Grundsätzlich punktet diese Verbindungstechnik in vielerlei Hinsicht. Es lassen sich damit belastbare Gewinde in Blechen ab 0,5 mm Dicke befestigen. Die Gewindeträger haben hohe Ausdreh- und Durchzugsmomente und können in einem parallelen Einpressvorgang montiert werden. Eine Nachbearbeitung der Bohrung – Ansenken, Entgraten etc. – ist unnötig. Die Rückseite des Blechs bleibt unbeschädigt; es gibt auch keine Aufwölbungen. Nachschneiden von Gewinden ist ebenfalls nicht erforderlich.

30.000 mit System

Zu den führenden Protagonisten der Einpresstechnik zählt hierzulande der Bereich Verbindungstechnik von KVT-Koenig. Die Gruppe hat ihren Stammsitz im schweizerischen Dietikon und liefert Verbindungselemente für Automobilbau, Luft- und Raumfahrt, Maschinen- und Anlagenbau, Elektronik, Energietechnik, Feinmechanik und Medizintechnik. Summa summarum führt das Unternehmen mehr als 30.000 Katalogartikel im Sortiment. Auf dem Gebiet der Einpresstechnik bietet es über die PEM-Einpressbefestiger hinaus Montageanlagen mit Zuführtechnik. Das Unternehmen sieht sich als Systemanbieter, der verbindungstechnische Komplettlösungen liefert.

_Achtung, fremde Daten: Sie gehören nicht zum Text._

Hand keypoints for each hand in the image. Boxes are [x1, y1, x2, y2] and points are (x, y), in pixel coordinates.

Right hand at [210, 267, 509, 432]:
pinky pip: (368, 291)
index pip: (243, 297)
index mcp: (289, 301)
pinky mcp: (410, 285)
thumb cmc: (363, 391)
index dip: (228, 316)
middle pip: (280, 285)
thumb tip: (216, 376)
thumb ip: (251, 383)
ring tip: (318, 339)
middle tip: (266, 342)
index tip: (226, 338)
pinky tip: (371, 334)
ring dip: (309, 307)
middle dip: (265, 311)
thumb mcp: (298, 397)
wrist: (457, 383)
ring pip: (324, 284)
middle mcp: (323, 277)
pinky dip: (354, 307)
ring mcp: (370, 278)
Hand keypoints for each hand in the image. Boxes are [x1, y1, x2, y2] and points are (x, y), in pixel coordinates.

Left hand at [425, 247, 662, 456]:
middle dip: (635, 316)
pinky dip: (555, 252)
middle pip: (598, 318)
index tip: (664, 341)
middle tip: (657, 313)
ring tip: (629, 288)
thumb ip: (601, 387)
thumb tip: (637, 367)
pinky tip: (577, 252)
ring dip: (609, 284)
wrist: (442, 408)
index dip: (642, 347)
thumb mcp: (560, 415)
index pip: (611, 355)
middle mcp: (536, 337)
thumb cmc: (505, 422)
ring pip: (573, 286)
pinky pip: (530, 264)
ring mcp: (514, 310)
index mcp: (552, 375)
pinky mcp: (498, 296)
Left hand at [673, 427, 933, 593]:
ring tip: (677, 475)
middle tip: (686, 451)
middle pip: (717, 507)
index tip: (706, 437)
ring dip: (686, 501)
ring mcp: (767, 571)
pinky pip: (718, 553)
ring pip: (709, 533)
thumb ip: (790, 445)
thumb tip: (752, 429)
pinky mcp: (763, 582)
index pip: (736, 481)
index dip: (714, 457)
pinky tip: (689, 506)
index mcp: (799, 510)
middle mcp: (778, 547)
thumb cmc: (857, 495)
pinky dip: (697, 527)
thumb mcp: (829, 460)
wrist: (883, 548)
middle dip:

Das Anwendungsspektrum der Einpresstechnik ist in den vergangenen Jahren stark gewachsen. Viele neue Einpresslösungen wurden entwickelt. Darunter etwa ein Grobgewindebolzen, der aufwändige Schraubarbeiten obsolet macht. Clipse, Muttern und Schnellbefestiger aus Standardsortimenten lassen sich darauf aufstecken oder -drehen. Anders als bei ISO-Gewindebolzen können auf die PEM-Gewindebolzen nach dem Einpressen Oberflächen-Coatings aufgetragen werden – ohne dass die Funktion des Gewindes maßgeblich gestört wird. Der Grobgewindebolzen bietet (wie alle PEM-Einpressbefestiger) im Vergleich zu Schweißbolzen den Pluspunkt der sicheren, rationellen Montage. Er kann vor und nach dem Beschichten des Bauteils eingesetzt werden. Konstante Festigkeitswerte und hohe Positionsgenauigkeit sind weitere positive Merkmale. Die PEM-Grobgewindebolzen bestehen aus verzinktem Stahl in Gewindegröße M5 und sind in Längen von 15,2 und 17,5 mm lieferbar (Varianten auf Anfrage).

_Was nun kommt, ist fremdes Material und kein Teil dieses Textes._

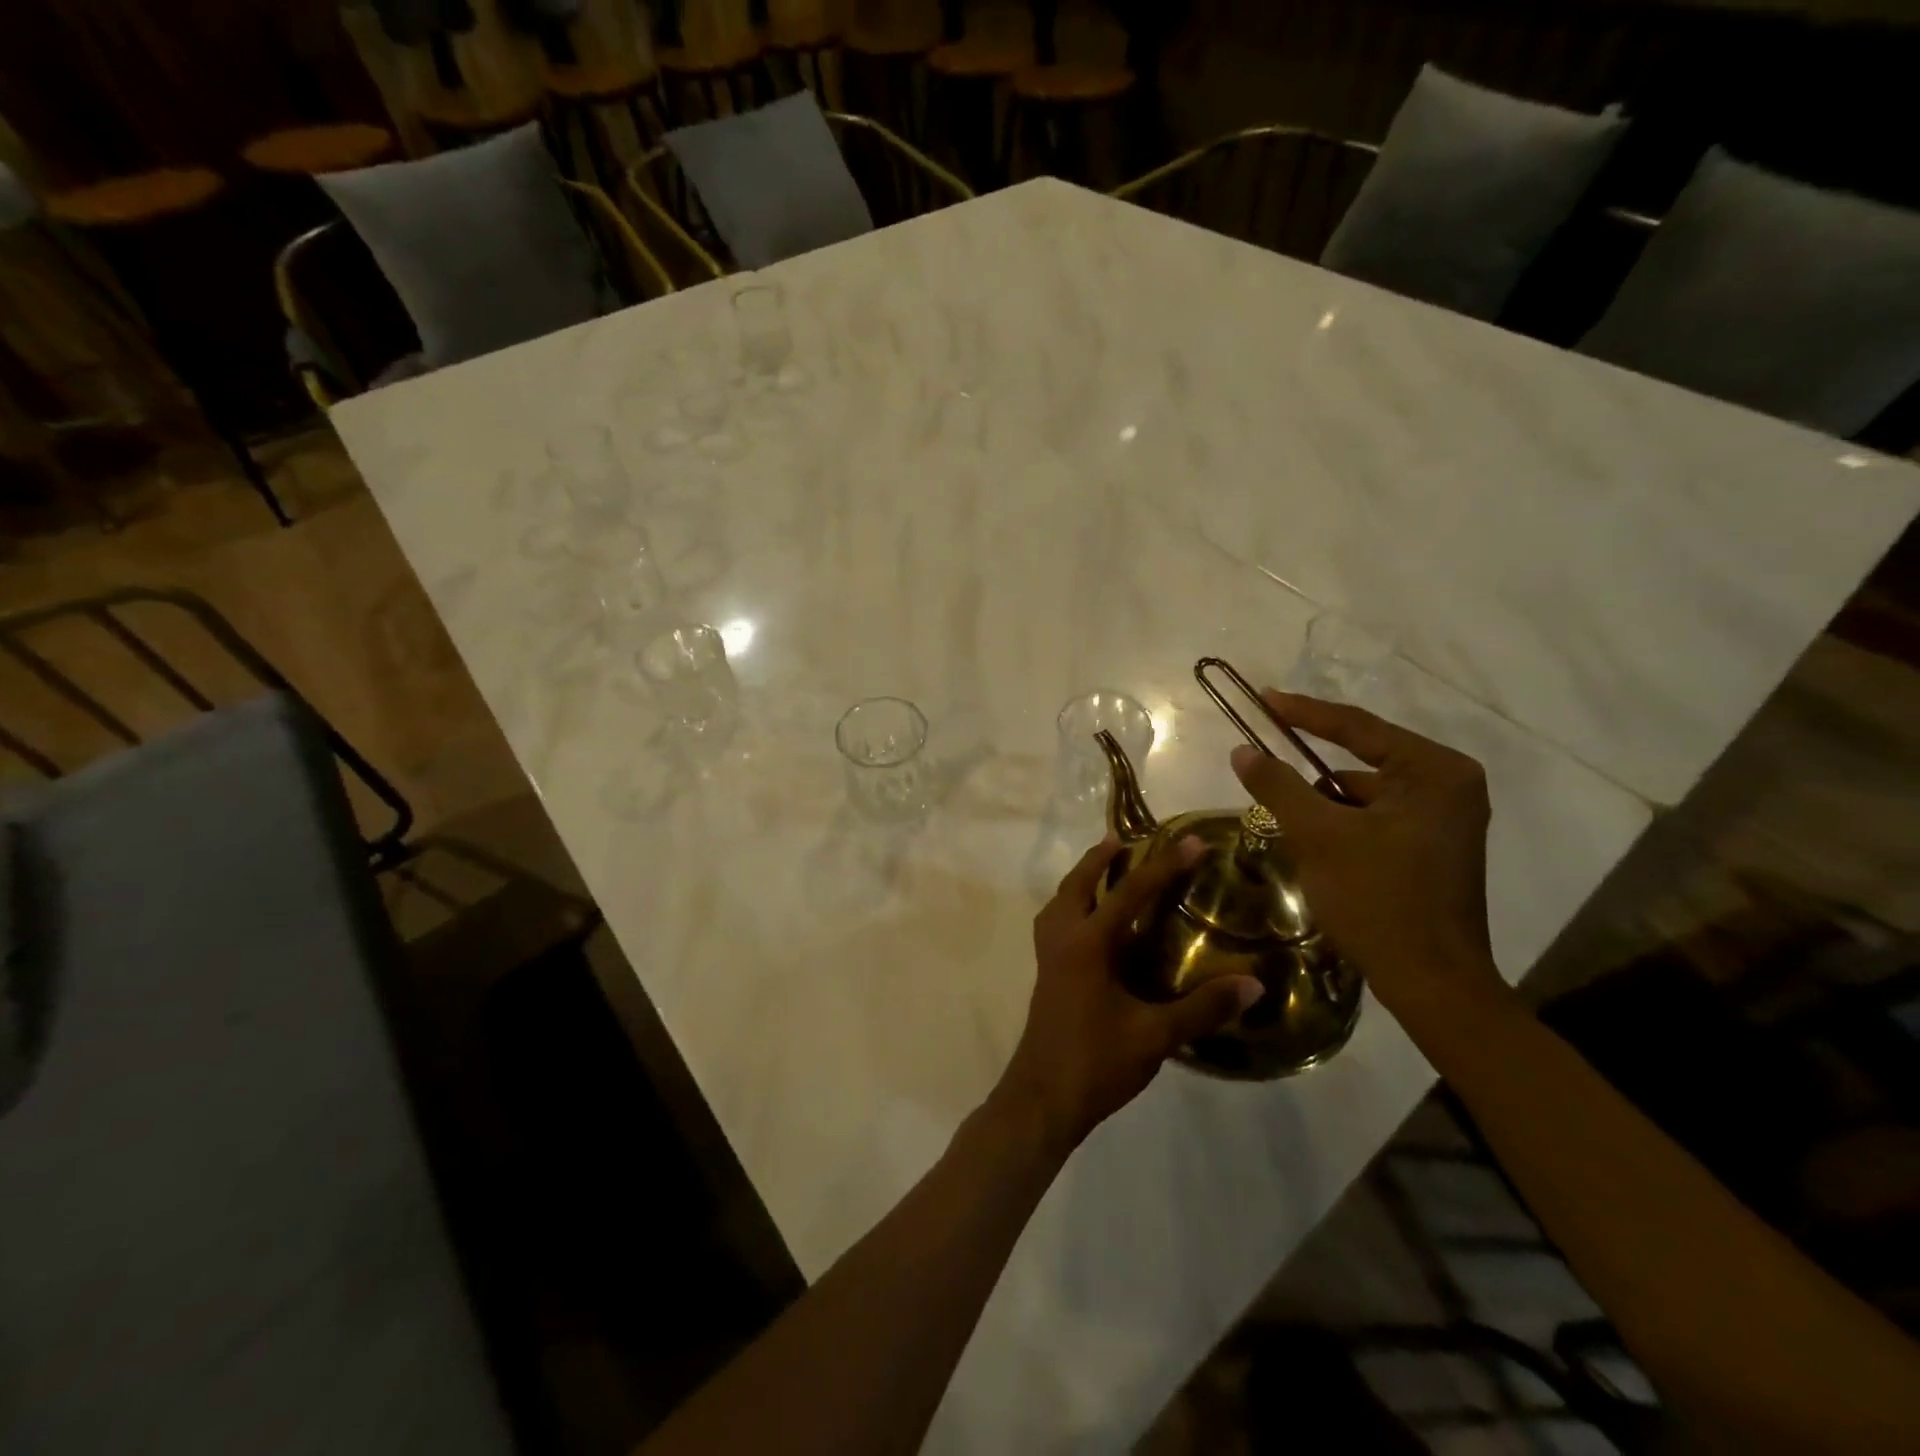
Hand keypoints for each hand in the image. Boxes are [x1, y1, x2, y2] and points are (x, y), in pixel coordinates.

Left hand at [995, 836, 1263, 1154]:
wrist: (1042, 1098)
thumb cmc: (1097, 1062)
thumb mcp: (1156, 1036)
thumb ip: (1202, 1007)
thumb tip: (1253, 984)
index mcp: (1088, 944)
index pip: (1130, 892)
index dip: (1164, 866)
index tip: (1191, 841)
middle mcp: (1062, 939)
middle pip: (1077, 883)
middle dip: (1101, 858)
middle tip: (1125, 839)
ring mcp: (1048, 956)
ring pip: (1060, 901)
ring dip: (1080, 879)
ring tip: (1103, 868)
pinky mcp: (1045, 973)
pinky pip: (1054, 921)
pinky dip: (1070, 905)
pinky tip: (1090, 922)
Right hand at [1229, 691, 1507, 1021]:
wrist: (1432, 983)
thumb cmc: (1378, 899)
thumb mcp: (1318, 836)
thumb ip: (1277, 786)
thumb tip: (1242, 750)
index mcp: (1435, 772)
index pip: (1357, 728)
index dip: (1304, 712)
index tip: (1263, 698)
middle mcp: (1449, 786)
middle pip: (1361, 762)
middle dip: (1310, 773)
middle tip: (1263, 761)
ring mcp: (1445, 819)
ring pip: (1363, 795)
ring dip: (1323, 806)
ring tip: (1285, 824)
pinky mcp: (1433, 847)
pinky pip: (1375, 819)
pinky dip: (1341, 826)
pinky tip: (1313, 848)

Dem Leichtbau-Trend zu verdanken ist die Entwicklung spezieller Einpress-Gewindebolzen mit Zentrieransatz, der ein Verkanten beim Aufschrauben der Mutter verhindert. Daraus ergibt sich die Chance, kürzere Längen einzusetzen. Das spart Gewicht und Bauraum. Zum Einsatz kommen die Bolzen etwa im Automobilbau (Sitzverstellungen, Armlehnen, Airbags u.a.).

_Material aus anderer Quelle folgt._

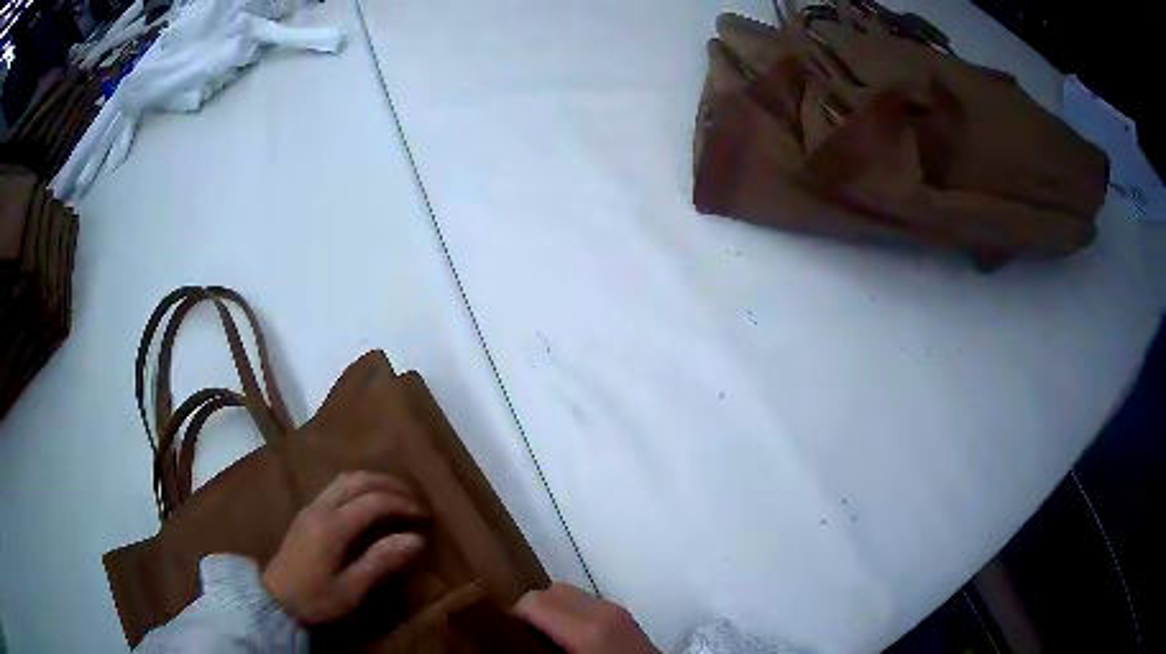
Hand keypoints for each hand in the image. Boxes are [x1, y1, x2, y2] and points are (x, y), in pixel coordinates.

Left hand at [262, 471, 425, 623]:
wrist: (274, 600)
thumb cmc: (316, 599)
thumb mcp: (352, 589)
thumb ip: (381, 562)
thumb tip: (416, 539)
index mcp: (333, 525)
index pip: (374, 501)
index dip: (403, 504)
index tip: (425, 517)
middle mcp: (321, 507)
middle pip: (358, 479)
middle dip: (390, 484)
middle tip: (415, 499)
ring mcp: (311, 507)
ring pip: (345, 479)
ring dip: (373, 481)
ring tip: (396, 497)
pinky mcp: (306, 513)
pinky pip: (336, 487)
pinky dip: (359, 486)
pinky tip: (368, 502)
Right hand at [515, 583, 660, 653]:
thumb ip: (538, 650)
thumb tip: (513, 643)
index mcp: (587, 629)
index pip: (533, 601)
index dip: (512, 617)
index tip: (502, 634)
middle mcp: (602, 611)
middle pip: (550, 591)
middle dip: (531, 611)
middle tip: (520, 637)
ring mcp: (617, 611)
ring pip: (568, 594)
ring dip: (550, 611)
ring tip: (542, 639)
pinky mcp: (624, 616)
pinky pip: (586, 603)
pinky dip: (569, 613)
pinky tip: (567, 639)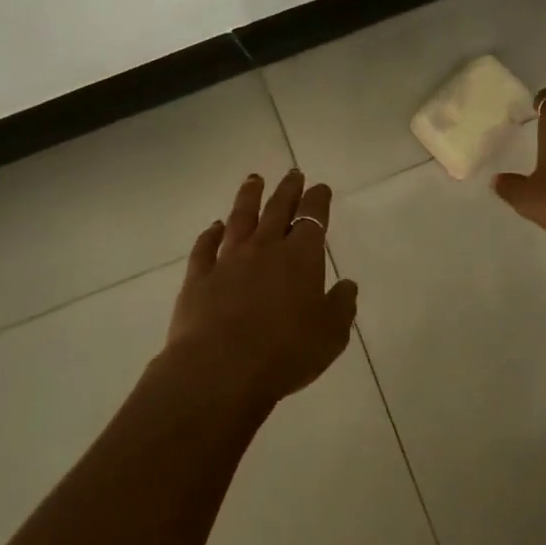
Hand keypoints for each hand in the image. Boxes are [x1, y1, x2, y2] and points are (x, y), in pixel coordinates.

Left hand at [162, 169, 359, 407]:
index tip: (320, 188)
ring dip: (248, 197)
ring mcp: (228, 261)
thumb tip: (347, 285)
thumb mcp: (330, 335)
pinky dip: (210, 234)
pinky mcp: (199, 278)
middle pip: (277, 209)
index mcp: (300, 257)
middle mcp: (264, 249)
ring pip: (240, 219)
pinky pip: (205, 247)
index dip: (318, 200)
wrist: (220, 371)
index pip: (312, 217)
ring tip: (254, 180)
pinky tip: (213, 227)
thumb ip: (341, 306)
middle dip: (287, 189)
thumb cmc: (285, 353)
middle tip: (292, 173)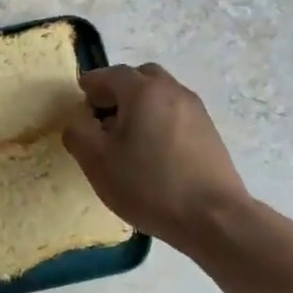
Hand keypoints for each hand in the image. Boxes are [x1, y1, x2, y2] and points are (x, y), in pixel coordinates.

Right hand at [63, 63, 252, 248]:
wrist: (214, 218)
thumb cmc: (149, 185)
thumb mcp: (97, 161)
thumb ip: (78, 132)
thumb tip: (79, 121)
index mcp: (143, 91)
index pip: (110, 74)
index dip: (91, 85)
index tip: (80, 101)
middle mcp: (172, 90)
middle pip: (140, 78)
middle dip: (118, 92)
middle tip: (104, 118)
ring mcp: (196, 110)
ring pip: (160, 96)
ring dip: (140, 107)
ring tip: (128, 140)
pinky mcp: (209, 132)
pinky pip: (175, 114)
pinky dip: (159, 121)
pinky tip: (153, 153)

In Elektrotechnik und Elektronik bewährt haben sich Einpress-Schnellverschlussschrauben mit Zentrieransatz für die Frontplattenbefestigung. Diese Montageelemente für Schaltschränke müssen der Spezifikation ATCA PICMG 3,0 folgen. Auch dafür bietet KVT-Koenig geeignete Lösungen. Ebenso schnell wie prozesssicher erfolgt die Montage beispielweise mit dem Positionierpin TPXS-3mm-16. Passend zu diesem Führungsstift gibt es unverlierbare Verschlussschrauben. Pins und Schrauben können im Bereich der Advanced Telecom Computing Architecture eingesetzt werden sowie in Produkten, die nach Micro TCA, Advanced MC oder Compact PCI spezifiziert sind.

„Große Köpfe“

Relativ jung im Programm des Unternehmens sind sogenannte Big Head Befestiger. Diese Gewindebolzen, Gewindebuchsen, Stifte, Nägel und Muttern mit Grundplatte eignen sich zum Einbetten, Eingießen, Einpressen sowie An- und Einkleben bei vielen Kunststoffen, aber auch Pressspanhölzern, Dreifachwellpappen und ähnlichem. Bohren erübrigt sich. Das spart Zeit und Festigkeitsverluste im Werkstück. Einsetzbar sind diese Befestiger in Fahrzeug- und Schiffsbau, Möbelindustrie und Maschinenbau. Alle genannten Beispiele sind nur ein Ausschnitt aus der großen Anwendungsvielfalt dieser Verbindungstechnik.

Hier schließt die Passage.